On Friday, May 29, Gaia Democratic School teacher Starri Hedges led a group of students on a field trip to Smitten Kitten, a sex shop, to round out a year of sex ed. By the following Monday, a dismayed parent declared he was pulling his children out of school and the newspapers were calling.
Over the next few weeks, Gaia became an international sensation. Hedges was smeared on Glenn Beck, Rush Limbaugh and Alex Jones. Hate mail from religious nuts and abstinence-only champions flooded her home. Creepy phone calls to the school were full of rambling threats. The school cancelled a trip to the Walker sculpture garden for fear reporters would confront students there.
Some suggested the group of 11- to 17-year-olds who journeyed to Smitten Kitten were victims of a traumatizing field trip. One dad, Lynn Floyd, told the Star Tribune it was a “major breach of trust” that his two daughters participated without his consent.
Hedges, who has maintained a defensive hush throughout the calamity, now explains that all custodial parents signed open permission slips at the beginning of the year. Smitten Kitten was only open to students who were enrolled in the sex ed class, and no one was required to go.
“The whole point of the field trip was, the kids asked for it so I arranged it,” Hedges says. “At a free school, that’s what teachers are supposed to do. We’re supposed to help kids access the resources that they want. I didn’t actually think of this field trip as different as any other field trips.”
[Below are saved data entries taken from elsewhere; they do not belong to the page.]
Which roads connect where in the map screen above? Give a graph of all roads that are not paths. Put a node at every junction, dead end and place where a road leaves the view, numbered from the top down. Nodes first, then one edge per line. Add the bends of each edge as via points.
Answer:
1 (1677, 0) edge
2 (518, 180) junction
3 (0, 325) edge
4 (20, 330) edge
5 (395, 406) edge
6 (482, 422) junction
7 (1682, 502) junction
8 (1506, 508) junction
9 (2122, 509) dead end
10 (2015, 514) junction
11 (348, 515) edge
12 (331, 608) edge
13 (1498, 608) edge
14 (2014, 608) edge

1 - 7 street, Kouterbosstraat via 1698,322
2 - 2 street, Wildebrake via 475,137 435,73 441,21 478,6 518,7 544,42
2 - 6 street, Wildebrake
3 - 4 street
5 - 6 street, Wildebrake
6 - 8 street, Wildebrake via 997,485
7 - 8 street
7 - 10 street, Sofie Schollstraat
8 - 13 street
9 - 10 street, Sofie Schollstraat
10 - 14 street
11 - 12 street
The kids themselves took to it swimmingly, says mom Autumn McDonald Cunningham, who also sits on the board of Gaia. Her 11-year-old daughter bought condoms – but not because she’s sexually active.
“My daughter said when she is old enough, she knows where to buy them without judgement,” says McDonald Cunningham. “She actually blew them up into balloons because you know, she’s still a kid. But she’s proud to have done it just to say she’s done it.”
At Smitten Kitten, the students sat and listened to a short lecture on safer sex practices by the store’s trained sexual health educators. They asked questions about proper condom usage, yeast infections, balancing the body’s pH and the dangers of using certain chemicals found in lubricants. Debriefing back at school, kids said they felt “educated and empowered,” McDonald Cunningham says. “They weren’t seeing themselves as victims.”
McDonald Cunningham added that parents enroll their kids at Gaia because a purposely small student body of just fewer than 40 students allows staff to give each child individualized attention. The school downplays standardized testing and mainstream Common Core curricula in favor of letting kids decide what to learn. In this case, the kids asked for comprehensive sex ed, so the school made it happen.
Parents trust the democratic school model to give them the education they need, “to get a good base in who they are as people and learn how to think before being told what to think,” McDonald Cunningham says.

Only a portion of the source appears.